Die Entwicklung der Gemeinde wird er aufmerksam verfolgen. „Die roten Zahlen haben wir schon geschrieben, als ich begonnen habe, im Rathaus zu arbeiten“, sagt Ramm. „Und sie werden auch meinen Nachfolger noch einige Zeit begleiten.“ Schließlich gelte es, nicht nur den Haushalt auszugleichen, sondern auch die Rücklagen wieder aufzufüllen. „Das braucht Zeit“, weiß Ramm. In seiner Laufbahn gab es auch aus diesem finanziellen Grund nicht nur erfreuliche Aufgaben, so hat er das Personal im Rathaus von 125 auf 100 Personen runterfahren müssen.

Brachflächen mit Leben gefüllt

Als Landesplaner war Walter Ramm vor seiner Amtszeit mit der Flurbereinigung befasst – und das Interesse für die Gestaltung sei bis heute geblieben. So blickt Ramm zum Beispiel zufrieden auf Friedenau, wo in den vergangenen Jahren barrierefreier Wohnraum geschaffen wurde, und auf andere ehemalige Brachflächen, die heute zum Beispiel mit Geschäften zwischen Kreuzau und Winden gut genutzt würden.

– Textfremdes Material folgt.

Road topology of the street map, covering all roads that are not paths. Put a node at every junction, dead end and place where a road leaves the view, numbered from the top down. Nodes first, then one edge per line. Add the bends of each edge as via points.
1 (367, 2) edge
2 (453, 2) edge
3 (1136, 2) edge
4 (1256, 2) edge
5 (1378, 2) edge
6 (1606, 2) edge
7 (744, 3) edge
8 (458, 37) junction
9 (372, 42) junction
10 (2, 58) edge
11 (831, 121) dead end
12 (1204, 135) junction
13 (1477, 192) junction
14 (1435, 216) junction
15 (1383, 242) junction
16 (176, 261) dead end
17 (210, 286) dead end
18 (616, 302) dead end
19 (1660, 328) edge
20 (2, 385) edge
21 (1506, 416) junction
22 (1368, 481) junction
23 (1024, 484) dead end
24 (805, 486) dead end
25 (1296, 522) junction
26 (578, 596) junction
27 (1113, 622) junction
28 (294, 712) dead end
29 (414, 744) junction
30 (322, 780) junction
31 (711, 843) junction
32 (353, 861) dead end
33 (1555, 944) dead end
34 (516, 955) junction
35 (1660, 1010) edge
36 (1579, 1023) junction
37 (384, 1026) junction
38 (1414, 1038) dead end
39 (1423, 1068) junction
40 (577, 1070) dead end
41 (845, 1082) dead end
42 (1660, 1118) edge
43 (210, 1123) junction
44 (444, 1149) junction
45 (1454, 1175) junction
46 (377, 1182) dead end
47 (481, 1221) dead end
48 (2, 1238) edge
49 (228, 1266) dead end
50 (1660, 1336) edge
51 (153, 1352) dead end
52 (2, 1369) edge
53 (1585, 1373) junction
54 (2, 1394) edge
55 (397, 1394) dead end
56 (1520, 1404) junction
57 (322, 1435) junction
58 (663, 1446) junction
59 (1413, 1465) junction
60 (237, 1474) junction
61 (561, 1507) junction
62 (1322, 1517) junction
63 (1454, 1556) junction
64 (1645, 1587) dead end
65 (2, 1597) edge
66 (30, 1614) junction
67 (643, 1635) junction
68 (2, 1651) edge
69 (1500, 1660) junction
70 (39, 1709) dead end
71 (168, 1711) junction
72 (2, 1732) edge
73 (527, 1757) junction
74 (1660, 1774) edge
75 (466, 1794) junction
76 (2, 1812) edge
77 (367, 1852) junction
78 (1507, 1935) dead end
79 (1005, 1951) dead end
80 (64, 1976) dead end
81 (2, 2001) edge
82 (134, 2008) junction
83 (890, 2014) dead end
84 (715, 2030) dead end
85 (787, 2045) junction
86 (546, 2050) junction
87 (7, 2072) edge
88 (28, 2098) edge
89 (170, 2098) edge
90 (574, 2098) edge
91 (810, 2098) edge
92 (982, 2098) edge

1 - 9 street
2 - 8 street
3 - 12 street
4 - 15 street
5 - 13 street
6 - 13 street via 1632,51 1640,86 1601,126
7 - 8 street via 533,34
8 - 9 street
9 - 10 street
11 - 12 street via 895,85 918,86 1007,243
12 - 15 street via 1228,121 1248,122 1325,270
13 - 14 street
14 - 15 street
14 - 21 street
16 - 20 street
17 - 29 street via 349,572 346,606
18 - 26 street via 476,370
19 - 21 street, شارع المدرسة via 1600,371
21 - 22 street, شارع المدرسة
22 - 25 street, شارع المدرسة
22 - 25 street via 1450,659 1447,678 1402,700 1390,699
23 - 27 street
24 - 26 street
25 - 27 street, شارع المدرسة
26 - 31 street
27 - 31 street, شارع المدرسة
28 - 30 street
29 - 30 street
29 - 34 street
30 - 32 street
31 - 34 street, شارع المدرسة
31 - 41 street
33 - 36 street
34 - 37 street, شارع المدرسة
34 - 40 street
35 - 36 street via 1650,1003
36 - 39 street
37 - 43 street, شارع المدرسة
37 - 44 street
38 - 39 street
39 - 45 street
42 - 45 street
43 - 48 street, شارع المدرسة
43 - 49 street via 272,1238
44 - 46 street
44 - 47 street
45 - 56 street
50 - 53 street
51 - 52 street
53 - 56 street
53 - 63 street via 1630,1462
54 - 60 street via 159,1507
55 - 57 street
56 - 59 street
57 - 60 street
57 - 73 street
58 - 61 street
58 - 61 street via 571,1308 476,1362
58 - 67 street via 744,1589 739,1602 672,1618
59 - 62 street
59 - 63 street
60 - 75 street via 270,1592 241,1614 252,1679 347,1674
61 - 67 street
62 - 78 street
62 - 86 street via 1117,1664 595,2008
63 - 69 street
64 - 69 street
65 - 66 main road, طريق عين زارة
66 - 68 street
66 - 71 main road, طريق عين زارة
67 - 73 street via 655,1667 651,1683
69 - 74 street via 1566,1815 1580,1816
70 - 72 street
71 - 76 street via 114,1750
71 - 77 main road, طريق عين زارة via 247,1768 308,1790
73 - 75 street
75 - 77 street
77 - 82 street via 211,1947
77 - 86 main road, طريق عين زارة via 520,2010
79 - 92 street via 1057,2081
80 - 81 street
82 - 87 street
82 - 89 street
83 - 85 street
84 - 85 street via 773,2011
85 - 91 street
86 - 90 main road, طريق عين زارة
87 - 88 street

„Als Bürgermeister sollte man nicht immer auf den ersten Zug aufspringen. Es ist besser, ein wenig zu warten, um dann eine optimale Lösung herbeizuführen“, sagt Ramm. Aber nicht alles, was er für wünschenswert hielt, konnte realisiert werden. „Ein Hotel haben wir bis heute nicht. Dabei sind wir Touristenregion.“ Für die Zukunft hält der scheidende Verwaltungschef zum Beispiel auch ein Neubaugebiet für den Zentralort für wünschenswert.

Der Rückgang der Einwohnerzahl ist eine Sache, die Walter Ramm in den vergangenen Jahren Sorgen bereitet hat. Und in der Begleitung des demografischen Wandels sieht er eine der Hauptaufgaben für Politik und Verwaltung. „Dabei müssen wir junge und alte Menschen, die Nahversorgung, die Entwicklung des Ortszentrums und vieles mehr im Blick haben“, sagt Ramm. Was Kitas und Schulen anbelangt, sei die Gemeinde gut aufgestellt.

„Es ist wichtig, nicht nur zu reagieren, sondern zu agieren“, betont Ramm. Der scheidende Bürgermeister hofft, dass auch der neue Rat nach sachlichen Debatten gute Entscheidungen für die Zukunft der Gemeinde trifft – egal, aus welchem Lager ein Vorschlag kommt.